[Exercise requirements] Please retype the entries below exactly, only from their first line through the line containing "ring dip: (927, 610)", leaving every picture out.

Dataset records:
*** Block opens ***
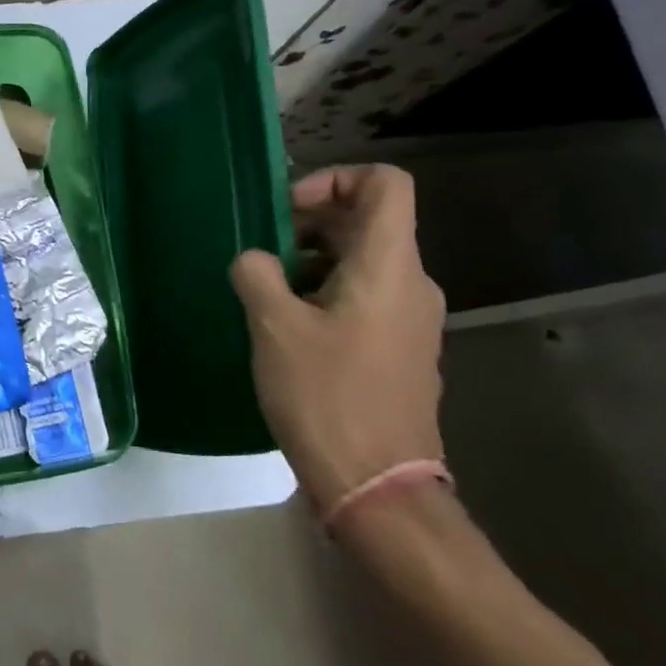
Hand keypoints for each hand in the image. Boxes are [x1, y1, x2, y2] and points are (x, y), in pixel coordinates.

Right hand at [230, 165, 445, 508]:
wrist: (378, 487)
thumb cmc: (326, 396)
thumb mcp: (274, 326)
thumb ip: (256, 273)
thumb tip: (254, 260)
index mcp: (389, 266)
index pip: (385, 184)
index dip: (335, 179)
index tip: (289, 211)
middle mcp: (412, 284)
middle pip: (367, 222)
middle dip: (309, 225)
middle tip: (262, 254)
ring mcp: (410, 320)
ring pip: (362, 263)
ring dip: (311, 263)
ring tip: (266, 294)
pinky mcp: (400, 350)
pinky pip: (365, 298)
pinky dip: (326, 294)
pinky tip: (288, 329)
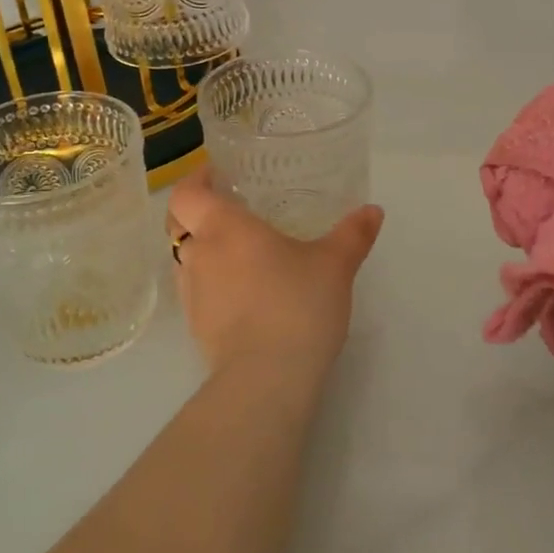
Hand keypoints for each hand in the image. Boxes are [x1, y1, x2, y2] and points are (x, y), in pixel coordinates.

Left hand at [165, 170, 384, 381]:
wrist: (267, 378)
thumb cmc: (296, 304)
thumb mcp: (335, 264)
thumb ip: (353, 234)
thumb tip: (373, 211)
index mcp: (223, 228)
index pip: (186, 193)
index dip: (196, 180)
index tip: (216, 174)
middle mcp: (199, 255)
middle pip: (180, 225)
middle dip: (199, 214)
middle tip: (233, 211)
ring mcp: (193, 295)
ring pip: (187, 260)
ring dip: (205, 251)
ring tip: (241, 253)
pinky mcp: (197, 328)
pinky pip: (197, 292)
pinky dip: (212, 284)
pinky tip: (244, 293)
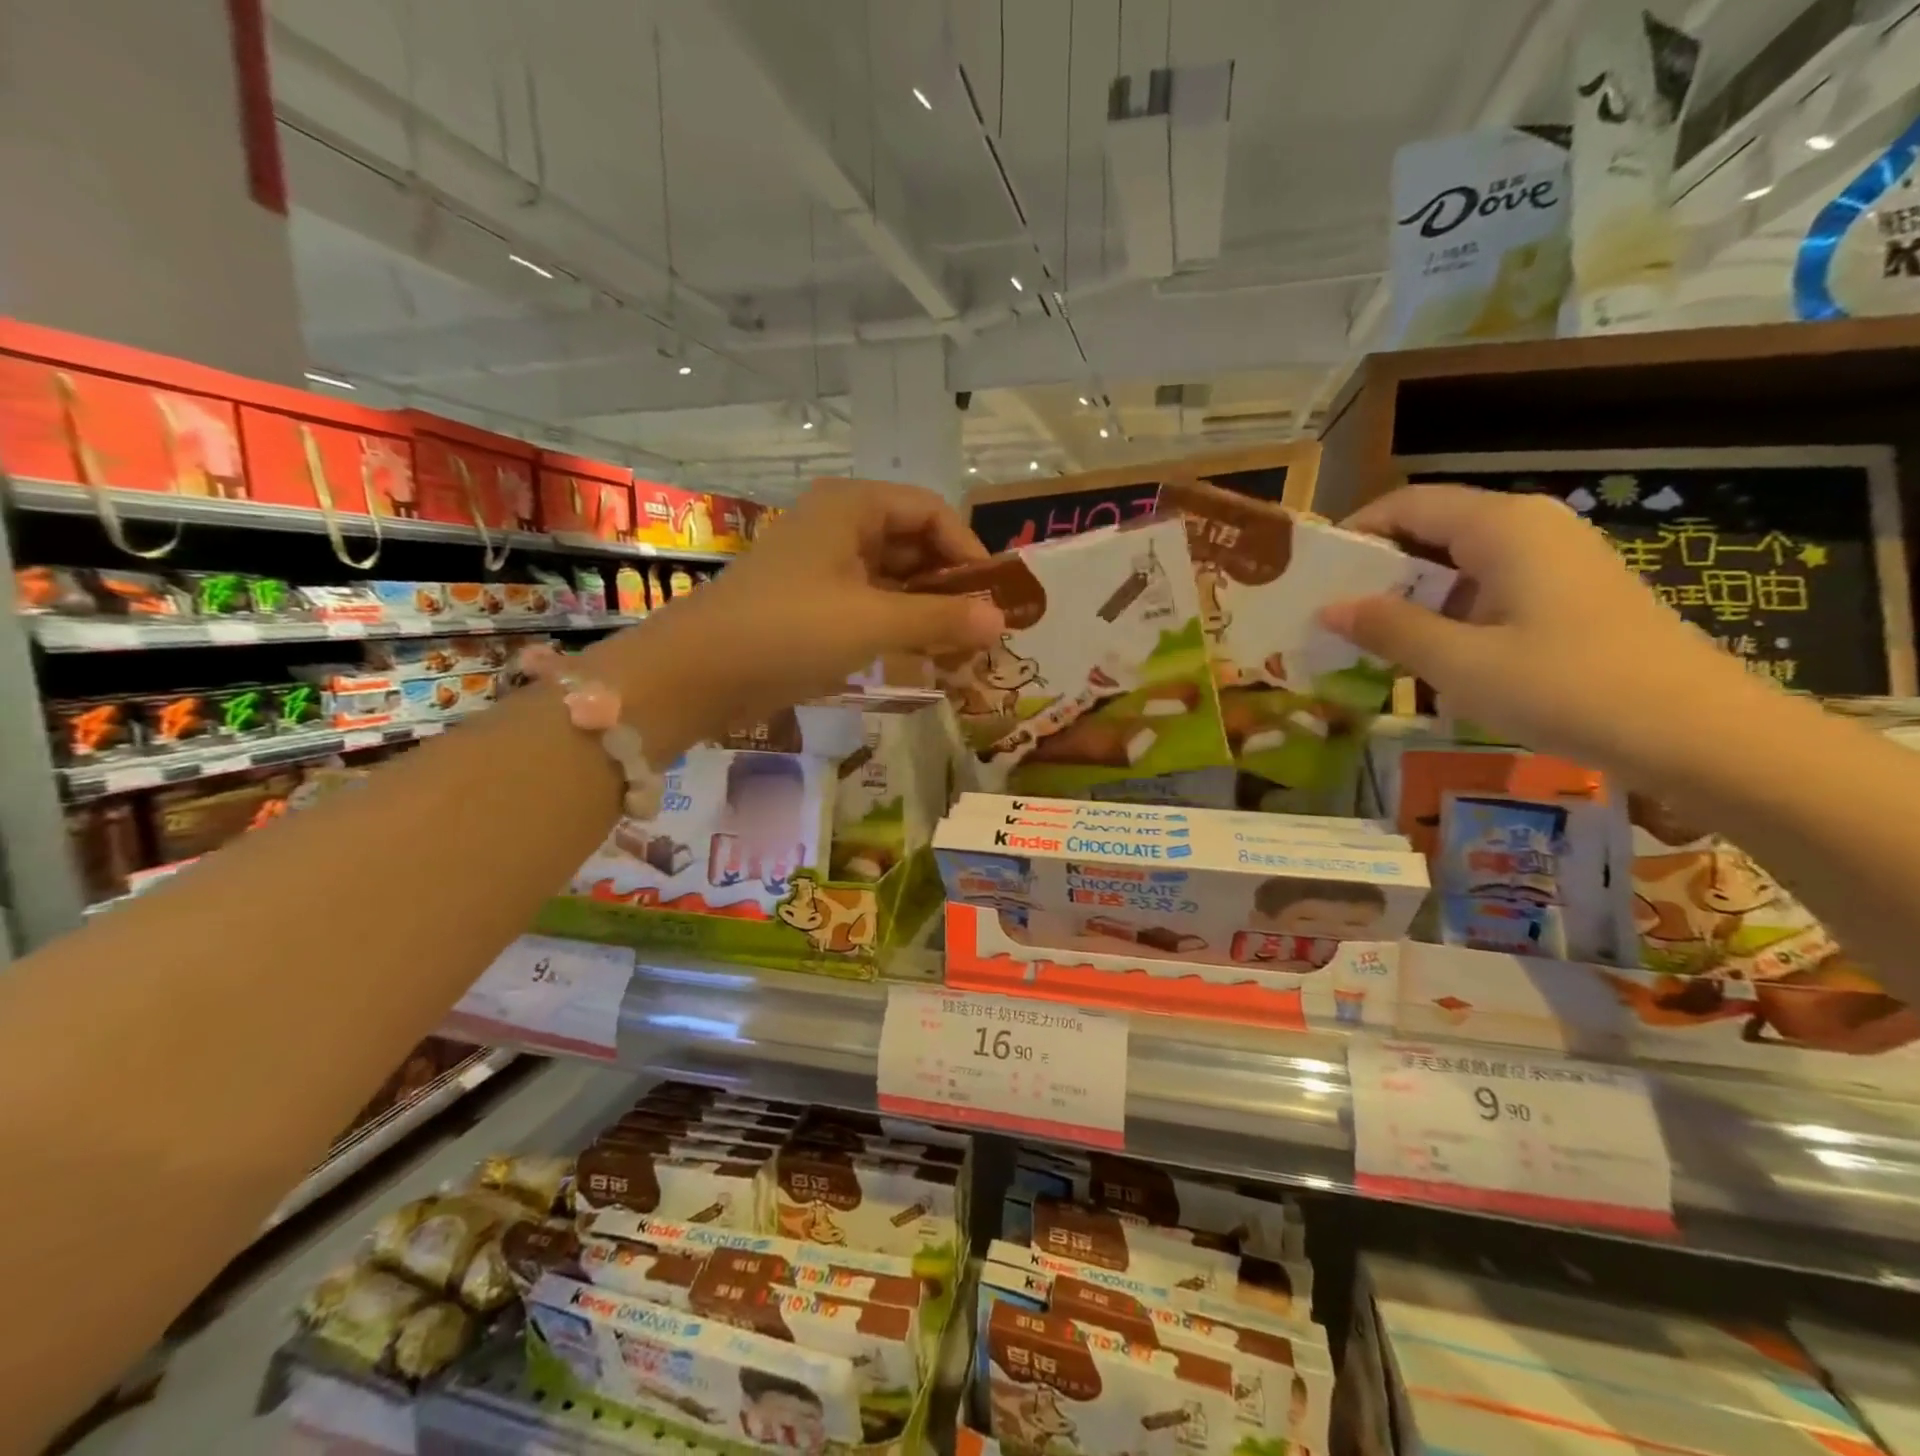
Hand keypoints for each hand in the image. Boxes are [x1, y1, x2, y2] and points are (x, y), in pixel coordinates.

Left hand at [634, 478, 1003, 735]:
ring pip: (892, 578)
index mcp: (852, 507)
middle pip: (913, 543)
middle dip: (950, 586)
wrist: (696, 673)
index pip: (932, 512)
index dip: (968, 552)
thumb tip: (1000, 621)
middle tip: (980, 632)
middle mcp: (838, 526)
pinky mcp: (810, 604)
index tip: (993, 598)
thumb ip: (941, 619)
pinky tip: (918, 656)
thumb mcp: (873, 622)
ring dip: (927, 610)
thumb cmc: (788, 630)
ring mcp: (821, 566)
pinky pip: (869, 604)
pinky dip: (897, 626)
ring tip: (957, 651)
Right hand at [1319, 485, 1757, 771]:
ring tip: (1366, 640)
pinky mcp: (1569, 595)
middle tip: (1330, 615)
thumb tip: (1329, 608)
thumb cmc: (1566, 688)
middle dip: (1377, 570)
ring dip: (1409, 597)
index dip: (1354, 533)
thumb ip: (1388, 628)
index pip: (1406, 505)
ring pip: (1459, 563)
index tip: (1312, 575)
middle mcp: (1530, 527)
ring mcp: (1556, 561)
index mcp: (1503, 525)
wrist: (1697, 734)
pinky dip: (1447, 613)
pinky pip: (1488, 589)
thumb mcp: (1459, 663)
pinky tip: (1427, 656)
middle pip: (1432, 530)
*** Block closes ***
[Result of the exercise]
Hand keypoints for each hand in the image. Boxes are [x1, y1, x2, y2] and points are (x, y), in pixel coordinates.

Right hand at [230, 165, 445, 508]:
wrist: (378, 487)
thumb cmc: (326, 396)
thumb mcp: (274, 326)
thumb ip: (256, 273)
thumb tip: (254, 260)
index mcp: (389, 266)
index pip: (385, 184)
index dip: (335, 179)
index tip: (289, 211)
middle mcp: (412, 284)
middle pip: (367, 222)
middle dip: (309, 225)
middle tip: (262, 254)
ring mcp: (410, 320)
ring pip: (362, 263)
ring dip: (311, 263)
ring tip: (266, 294)
pinky mcp: (400, 350)
pinky pip: (365, 298)
pinky dip: (326, 294)
pinky tip: (288, 329)
Hand keypoints for each hand in the image. Boxes are [x1, y1, x2, y2] and points are (x, y), in pixel coordinates.

Left hand at [165, 170, 384, 381]:
wrist: (267, 378)
thumb cmc: (296, 304)
thumb mcp: (335, 264)
thumb ip: (353, 234)
thumb tip: (373, 211)
index mcp: (223, 228)
index pip: (186, 193)
index dip: (196, 180)
index tip: (216, 174)
middle mcp: (199, 255)
middle pip: (180, 225)
middle dip: (199, 214)
middle tip: (233, 211)
ring mcp: (193, 295)
ring pip: (187, 260)
ring dip: (205, 251)
ring tip: (241, 253)
pinky mcp: (197, 328)
pinky pip: (197, 292)
pinky dip: (212, 284)
pinky tip: (244, 293)
Hand keypoints for each hand in the image. Boxes are [x1, y1, x2, y2] and points are (x, y), in pixel coordinates.

Left hand at [634, 478, 1003, 735]:
ring pip: (892, 578)
index mcp: (852, 507)
middle pip: (913, 543)
middle dip: (950, 586)
wrist: (696, 673)
index pip: (932, 512)
index dip: (968, 552)
thumb tip: (1000, 621)
middle tip: (980, 632)
middle mcp: (838, 526)
pinky mcp: (810, 604)
index tip: (993, 598)
thumb ip: (941, 619)
pinky tip: (918, 656)
thumb mcp: (873, 622)
ring dip: (927, 610)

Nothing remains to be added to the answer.